On the sidelines of the G20 meeting in Osaka at the end of June, China and France issued a statement with UN Secretary-General Guterres committing to strengthen their climate targets, or national determined contributions (NDCs), under the Paris Agreement next year. A strengthened climate target by China next year could be a massive boost to the global effort to fight climate change.
Specifically, China and France “reaffirmed their commitment to update their nationally determined contributions in a manner representing a progression beyond the current one and reflecting their highest possible ambition, and to publish their long-term mid-century low greenhouse gas emissions development strategies by 2020.”
A stronger Chinese emissions reduction target could be one of the most significant actions for any country in helping the world meet its Paris Agreement goal to limit global warming to no more than 2 degrees Celsius and strive for 1.5 degrees Celsius.
Under the Paris Agreement, China in 2015 committed to peak its carbon dioxide (CO2) emissions by around 2030, and make best efforts to peak earlier, which in itself was a major commitment. Prior to this announcement, most experts including the International Energy Agency and the U.S. Energy Information Administration predicted that China's emissions wouldn’t peak until well after 2030 (see figure). We highlighted then how this target would contribute to a lower and earlier emissions peak for China and the world.
In order to meet the 2 degree Celsius and even more stringent 1.5 degree Celsius goal of the Paris Agreement, the world needs to deeply cut greenhouse gas emissions over the next 10 years. To be on a pathway consistent with with limiting global warming to below 2 degrees Celsius, the world needs to cut emissions an additional 16-28 gigatonnes (Gt) CO2 equivalent annually by 2030, and by an even more aggressive 28-33 Gt annually to meet a 1.5 degree Celsisus trajectory. In an analysis NRDC conducted with New Climate Institute earlier this year, we laid out 24 major actions that could significantly cut the global “emissions gap” by 2030 and help put the world on a safer climate trajectory in line with the Paris Agreement (see figure).

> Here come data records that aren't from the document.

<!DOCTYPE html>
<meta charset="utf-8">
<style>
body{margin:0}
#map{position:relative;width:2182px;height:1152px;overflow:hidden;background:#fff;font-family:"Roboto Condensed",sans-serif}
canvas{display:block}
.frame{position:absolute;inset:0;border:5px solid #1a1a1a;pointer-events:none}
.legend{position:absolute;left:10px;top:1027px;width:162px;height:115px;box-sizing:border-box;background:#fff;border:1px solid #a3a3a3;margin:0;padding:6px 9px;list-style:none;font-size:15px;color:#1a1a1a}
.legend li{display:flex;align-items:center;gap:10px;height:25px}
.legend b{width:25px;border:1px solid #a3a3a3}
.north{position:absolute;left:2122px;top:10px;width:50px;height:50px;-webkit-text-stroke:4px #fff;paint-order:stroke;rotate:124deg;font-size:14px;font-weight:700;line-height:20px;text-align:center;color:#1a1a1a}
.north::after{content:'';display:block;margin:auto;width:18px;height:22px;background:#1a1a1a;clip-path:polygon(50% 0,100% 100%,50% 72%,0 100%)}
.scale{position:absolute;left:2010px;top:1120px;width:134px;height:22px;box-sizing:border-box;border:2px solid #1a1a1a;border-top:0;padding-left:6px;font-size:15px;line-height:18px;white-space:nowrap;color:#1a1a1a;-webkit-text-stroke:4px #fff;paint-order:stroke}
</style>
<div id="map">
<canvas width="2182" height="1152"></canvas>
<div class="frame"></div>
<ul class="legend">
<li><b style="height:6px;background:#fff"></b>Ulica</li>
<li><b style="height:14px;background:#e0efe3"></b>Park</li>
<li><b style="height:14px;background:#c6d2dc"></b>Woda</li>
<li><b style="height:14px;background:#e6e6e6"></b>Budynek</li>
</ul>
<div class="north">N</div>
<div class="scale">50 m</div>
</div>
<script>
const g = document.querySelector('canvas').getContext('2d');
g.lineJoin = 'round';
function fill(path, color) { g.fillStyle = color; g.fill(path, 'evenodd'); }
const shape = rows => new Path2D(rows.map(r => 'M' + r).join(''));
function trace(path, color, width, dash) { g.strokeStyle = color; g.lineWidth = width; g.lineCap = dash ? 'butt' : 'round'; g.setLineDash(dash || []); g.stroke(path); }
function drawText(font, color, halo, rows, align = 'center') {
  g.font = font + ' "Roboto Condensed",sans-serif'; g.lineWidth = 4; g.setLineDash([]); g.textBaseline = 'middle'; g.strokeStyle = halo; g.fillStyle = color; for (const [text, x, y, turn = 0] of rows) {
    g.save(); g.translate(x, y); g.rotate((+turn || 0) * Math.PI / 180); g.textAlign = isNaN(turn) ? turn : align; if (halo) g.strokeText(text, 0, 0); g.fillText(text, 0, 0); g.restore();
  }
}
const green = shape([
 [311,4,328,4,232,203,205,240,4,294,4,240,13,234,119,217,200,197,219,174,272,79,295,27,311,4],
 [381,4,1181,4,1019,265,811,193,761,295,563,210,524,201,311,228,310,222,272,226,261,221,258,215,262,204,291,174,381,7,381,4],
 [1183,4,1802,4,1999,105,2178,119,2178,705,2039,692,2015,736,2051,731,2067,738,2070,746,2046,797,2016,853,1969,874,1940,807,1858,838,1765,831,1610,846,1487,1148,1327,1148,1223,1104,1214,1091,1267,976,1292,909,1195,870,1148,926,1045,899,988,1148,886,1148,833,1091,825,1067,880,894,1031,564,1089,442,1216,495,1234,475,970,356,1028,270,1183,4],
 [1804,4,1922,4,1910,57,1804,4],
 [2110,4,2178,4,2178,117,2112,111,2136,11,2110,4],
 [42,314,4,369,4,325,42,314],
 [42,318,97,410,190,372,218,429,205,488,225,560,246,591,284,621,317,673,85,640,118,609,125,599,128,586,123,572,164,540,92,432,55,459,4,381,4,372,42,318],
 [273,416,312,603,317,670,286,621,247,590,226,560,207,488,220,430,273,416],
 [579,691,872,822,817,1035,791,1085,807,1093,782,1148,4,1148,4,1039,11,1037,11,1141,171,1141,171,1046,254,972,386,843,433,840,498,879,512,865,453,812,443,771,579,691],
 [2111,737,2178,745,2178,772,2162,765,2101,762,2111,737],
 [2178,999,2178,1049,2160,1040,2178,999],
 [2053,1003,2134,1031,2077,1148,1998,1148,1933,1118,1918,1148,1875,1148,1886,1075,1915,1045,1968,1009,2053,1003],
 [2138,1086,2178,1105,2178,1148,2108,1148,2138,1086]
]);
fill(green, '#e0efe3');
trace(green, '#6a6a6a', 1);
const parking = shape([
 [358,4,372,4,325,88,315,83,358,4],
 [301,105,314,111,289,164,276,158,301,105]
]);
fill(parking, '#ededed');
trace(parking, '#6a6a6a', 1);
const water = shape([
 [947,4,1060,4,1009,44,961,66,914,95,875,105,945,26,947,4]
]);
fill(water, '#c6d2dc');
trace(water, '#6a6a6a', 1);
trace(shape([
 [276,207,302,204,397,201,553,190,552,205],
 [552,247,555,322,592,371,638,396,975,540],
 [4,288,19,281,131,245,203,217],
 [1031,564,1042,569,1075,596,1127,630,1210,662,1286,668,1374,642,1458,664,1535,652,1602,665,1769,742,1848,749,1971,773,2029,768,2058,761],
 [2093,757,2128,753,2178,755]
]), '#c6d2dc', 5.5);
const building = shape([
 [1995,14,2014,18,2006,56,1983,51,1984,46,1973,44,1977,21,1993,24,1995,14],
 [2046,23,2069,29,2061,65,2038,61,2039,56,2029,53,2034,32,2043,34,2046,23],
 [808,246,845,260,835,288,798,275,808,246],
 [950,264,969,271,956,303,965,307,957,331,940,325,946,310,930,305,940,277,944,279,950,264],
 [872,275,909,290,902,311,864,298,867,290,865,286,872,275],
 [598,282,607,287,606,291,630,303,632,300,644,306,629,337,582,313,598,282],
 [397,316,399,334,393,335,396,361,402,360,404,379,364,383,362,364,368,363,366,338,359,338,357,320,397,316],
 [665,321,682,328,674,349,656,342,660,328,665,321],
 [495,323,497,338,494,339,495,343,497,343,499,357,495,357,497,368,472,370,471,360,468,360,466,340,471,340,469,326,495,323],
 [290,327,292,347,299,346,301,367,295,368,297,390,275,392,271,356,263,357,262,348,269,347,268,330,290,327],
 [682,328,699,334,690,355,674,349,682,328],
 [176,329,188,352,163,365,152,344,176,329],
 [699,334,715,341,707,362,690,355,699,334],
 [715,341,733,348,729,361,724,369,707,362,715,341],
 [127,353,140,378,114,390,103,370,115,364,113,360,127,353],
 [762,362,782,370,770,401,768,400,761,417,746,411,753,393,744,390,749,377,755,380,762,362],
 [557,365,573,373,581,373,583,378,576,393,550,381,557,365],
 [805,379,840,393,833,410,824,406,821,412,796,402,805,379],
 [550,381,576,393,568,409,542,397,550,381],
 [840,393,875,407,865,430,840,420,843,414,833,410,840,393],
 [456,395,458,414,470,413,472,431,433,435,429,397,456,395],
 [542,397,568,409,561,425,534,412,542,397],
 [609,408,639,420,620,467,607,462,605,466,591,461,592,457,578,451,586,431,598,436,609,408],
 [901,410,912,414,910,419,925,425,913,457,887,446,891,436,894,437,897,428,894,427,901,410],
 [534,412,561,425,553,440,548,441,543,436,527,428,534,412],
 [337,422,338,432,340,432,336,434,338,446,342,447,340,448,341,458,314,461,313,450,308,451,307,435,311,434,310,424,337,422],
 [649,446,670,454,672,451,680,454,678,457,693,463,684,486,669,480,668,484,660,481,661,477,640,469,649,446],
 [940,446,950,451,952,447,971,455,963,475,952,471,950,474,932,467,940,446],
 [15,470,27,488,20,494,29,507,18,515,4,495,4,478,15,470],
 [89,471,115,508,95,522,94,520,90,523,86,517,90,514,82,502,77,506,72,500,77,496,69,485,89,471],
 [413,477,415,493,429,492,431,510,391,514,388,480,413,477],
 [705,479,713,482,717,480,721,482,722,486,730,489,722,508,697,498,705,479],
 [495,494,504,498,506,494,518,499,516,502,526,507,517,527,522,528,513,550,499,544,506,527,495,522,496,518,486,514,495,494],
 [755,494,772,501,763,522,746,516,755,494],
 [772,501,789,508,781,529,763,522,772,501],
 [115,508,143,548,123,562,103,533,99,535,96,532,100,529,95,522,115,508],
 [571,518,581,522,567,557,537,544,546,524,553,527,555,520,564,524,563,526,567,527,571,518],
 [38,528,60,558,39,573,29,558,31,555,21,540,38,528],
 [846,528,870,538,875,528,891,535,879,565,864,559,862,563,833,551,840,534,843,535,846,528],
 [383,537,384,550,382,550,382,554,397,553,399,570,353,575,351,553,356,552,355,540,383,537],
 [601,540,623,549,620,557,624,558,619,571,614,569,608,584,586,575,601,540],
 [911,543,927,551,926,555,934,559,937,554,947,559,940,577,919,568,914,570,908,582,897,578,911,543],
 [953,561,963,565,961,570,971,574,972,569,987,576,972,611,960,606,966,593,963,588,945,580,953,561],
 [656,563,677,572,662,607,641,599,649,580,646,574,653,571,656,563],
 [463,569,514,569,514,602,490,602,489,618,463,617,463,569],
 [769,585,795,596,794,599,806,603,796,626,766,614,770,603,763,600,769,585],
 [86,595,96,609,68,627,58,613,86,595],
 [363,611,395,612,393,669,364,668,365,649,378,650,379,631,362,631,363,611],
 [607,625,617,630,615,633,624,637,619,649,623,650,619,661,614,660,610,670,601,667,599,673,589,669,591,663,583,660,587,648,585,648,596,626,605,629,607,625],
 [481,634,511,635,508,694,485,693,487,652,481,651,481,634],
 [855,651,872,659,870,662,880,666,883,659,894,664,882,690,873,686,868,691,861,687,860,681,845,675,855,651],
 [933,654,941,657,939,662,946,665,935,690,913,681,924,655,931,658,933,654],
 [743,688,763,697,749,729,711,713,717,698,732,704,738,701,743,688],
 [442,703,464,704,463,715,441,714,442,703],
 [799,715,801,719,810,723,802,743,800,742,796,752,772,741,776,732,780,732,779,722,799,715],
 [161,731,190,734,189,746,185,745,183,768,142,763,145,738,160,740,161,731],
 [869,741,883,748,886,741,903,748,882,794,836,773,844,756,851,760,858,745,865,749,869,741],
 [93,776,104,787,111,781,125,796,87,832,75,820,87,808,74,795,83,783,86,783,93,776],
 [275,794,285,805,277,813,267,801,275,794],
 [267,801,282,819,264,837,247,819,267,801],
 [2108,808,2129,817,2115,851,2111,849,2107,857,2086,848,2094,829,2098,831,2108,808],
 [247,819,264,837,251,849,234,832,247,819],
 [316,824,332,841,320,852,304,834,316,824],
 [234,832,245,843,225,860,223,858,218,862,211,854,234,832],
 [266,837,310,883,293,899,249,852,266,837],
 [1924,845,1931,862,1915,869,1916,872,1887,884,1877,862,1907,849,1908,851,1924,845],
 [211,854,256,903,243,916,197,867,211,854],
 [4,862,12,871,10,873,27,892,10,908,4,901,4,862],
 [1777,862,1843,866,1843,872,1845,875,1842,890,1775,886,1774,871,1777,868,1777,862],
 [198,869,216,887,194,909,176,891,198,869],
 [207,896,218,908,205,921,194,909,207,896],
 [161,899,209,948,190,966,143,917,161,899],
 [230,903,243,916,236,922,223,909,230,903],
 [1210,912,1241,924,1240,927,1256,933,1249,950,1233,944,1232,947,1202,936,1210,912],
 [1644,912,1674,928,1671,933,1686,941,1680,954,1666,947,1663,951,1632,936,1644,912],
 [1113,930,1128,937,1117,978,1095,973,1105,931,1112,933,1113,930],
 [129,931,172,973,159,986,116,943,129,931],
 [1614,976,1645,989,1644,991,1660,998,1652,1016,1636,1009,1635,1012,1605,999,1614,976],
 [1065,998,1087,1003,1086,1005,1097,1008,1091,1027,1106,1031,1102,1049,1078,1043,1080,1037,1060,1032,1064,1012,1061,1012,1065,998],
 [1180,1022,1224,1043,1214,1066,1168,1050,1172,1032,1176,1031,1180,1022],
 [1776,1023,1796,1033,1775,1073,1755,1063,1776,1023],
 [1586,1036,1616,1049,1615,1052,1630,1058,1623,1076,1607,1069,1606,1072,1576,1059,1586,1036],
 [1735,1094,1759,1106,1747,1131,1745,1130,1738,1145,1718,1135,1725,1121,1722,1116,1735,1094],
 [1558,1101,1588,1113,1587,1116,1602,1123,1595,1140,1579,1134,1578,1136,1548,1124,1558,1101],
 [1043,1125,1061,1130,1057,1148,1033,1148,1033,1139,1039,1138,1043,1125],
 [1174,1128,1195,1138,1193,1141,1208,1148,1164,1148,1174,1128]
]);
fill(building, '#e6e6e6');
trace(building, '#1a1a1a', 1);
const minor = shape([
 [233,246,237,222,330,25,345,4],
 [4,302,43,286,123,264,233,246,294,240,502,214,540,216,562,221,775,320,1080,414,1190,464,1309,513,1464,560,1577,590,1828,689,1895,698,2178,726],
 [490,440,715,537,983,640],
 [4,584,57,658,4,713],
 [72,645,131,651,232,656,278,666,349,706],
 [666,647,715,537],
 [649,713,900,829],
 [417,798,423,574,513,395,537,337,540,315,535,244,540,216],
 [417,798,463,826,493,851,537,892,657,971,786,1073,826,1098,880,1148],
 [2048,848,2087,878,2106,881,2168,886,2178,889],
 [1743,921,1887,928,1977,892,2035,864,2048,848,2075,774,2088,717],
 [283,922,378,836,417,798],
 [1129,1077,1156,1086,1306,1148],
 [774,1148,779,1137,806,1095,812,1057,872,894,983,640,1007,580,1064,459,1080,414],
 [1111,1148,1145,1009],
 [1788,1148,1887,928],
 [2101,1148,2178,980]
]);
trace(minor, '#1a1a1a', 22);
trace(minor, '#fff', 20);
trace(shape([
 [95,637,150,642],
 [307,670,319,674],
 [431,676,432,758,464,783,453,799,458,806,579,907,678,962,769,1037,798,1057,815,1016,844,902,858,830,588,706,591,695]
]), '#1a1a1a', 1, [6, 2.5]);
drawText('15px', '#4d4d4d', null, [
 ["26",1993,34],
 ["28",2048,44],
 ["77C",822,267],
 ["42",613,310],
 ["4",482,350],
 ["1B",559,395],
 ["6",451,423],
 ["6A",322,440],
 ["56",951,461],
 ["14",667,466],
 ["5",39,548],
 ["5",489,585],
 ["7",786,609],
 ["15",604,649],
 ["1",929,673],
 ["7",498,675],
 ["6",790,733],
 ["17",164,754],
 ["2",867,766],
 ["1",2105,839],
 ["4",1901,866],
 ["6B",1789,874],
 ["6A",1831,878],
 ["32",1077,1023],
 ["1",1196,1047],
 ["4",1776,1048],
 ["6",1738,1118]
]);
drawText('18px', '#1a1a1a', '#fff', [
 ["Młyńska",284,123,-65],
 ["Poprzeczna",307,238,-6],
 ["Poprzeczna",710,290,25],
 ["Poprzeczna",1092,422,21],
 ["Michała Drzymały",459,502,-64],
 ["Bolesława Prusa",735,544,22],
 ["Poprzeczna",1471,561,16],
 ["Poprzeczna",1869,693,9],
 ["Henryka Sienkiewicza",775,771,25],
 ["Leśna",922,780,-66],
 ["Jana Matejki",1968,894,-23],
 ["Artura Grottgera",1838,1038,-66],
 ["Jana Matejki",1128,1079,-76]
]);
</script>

In that analysis, we found that if China peaks its CO2 emissions in 2025, by capping coal consumption before 2020, it could cut the global emissions gap by approximately 2.5 Gt CO2 equivalent per year. That level of emissions reduction represents a huge contribution to putting the world on a safer climate trajectory. China is already on the way to meeting this action, having cut its coal consumption by 9.4 percent from 2013-16, implemented a target to reduce the share of coal in total energy consumption from 64 percent in 2015 to 58 percent by 2020, and led the world in wind and solar installation (China’s annual wind and solar installation, almost 65 GW last year, is more than the US, EU, Canada, India, Japan, Korea and Brazil combined). Accelerated renewables deployment and energy efficiency gains could lead to even larger cuts than we analyzed.
If China were to limit its CO2 emissions to an even lower level, by peaking its CO2 emissions in 2025 and reducing them back down to 2020 levels by 2030, it could make an even more significant contribution to cutting global greenhouse gas emissions. For example, if China were also to implement a strong cap to peak oil consumption by 2030 at levels not significantly greater than current annual consumption, it would result in an additional reduction of 0.4 Gt CO2 equivalent per year by 2030.
Finally, China could also consider strengthening its controls on emissions of non-CO2 “super greenhouse gases” such as HFCs and methane—which have global warming impacts many times stronger than CO2—to make an even bigger contribution to fighting climate change. According to our study with NewClimate Insitute, China’s implementation of strong policies with concrete targets to reduce non-CO2 greenhouse gases using technically feasible measures could close the emissions gap by an additional 0.7 Gt of CO2 equivalent annually (accounting for overlap with reductions from China’s coal sector) in 2030. These measures could include strengthening controls on methane from coal mining and the oil and gas sector, landfills and wastewater, and agriculture; and phasing down hydrofluorocarbons (HFCs) in air conditioning even more quickly than required under the Kigali Amendment to the Montreal Protocol.
China’s decision to strengthen its climate target next year could well be one of the most important actions to help put the world on a safer climate trajectory. By capping coal consumption before 2020, peaking oil consumption by 2030, and mitigating super greenhouse gases, China could cut emissions by at least 3.6 Gt of CO2 equivalent per year by 2030.
China won’t be alone as all countries and sectors will need to do more to increase their ambition next year, but China’s statement that it will strengthen its goals under the Paris Agreement provides confidence and motivation for other players to similarly commit to much stronger efforts to shift the world to a safer climate trajectory and rebut the Trump Administration’s abdication of leadership on the greatest challenge of our time.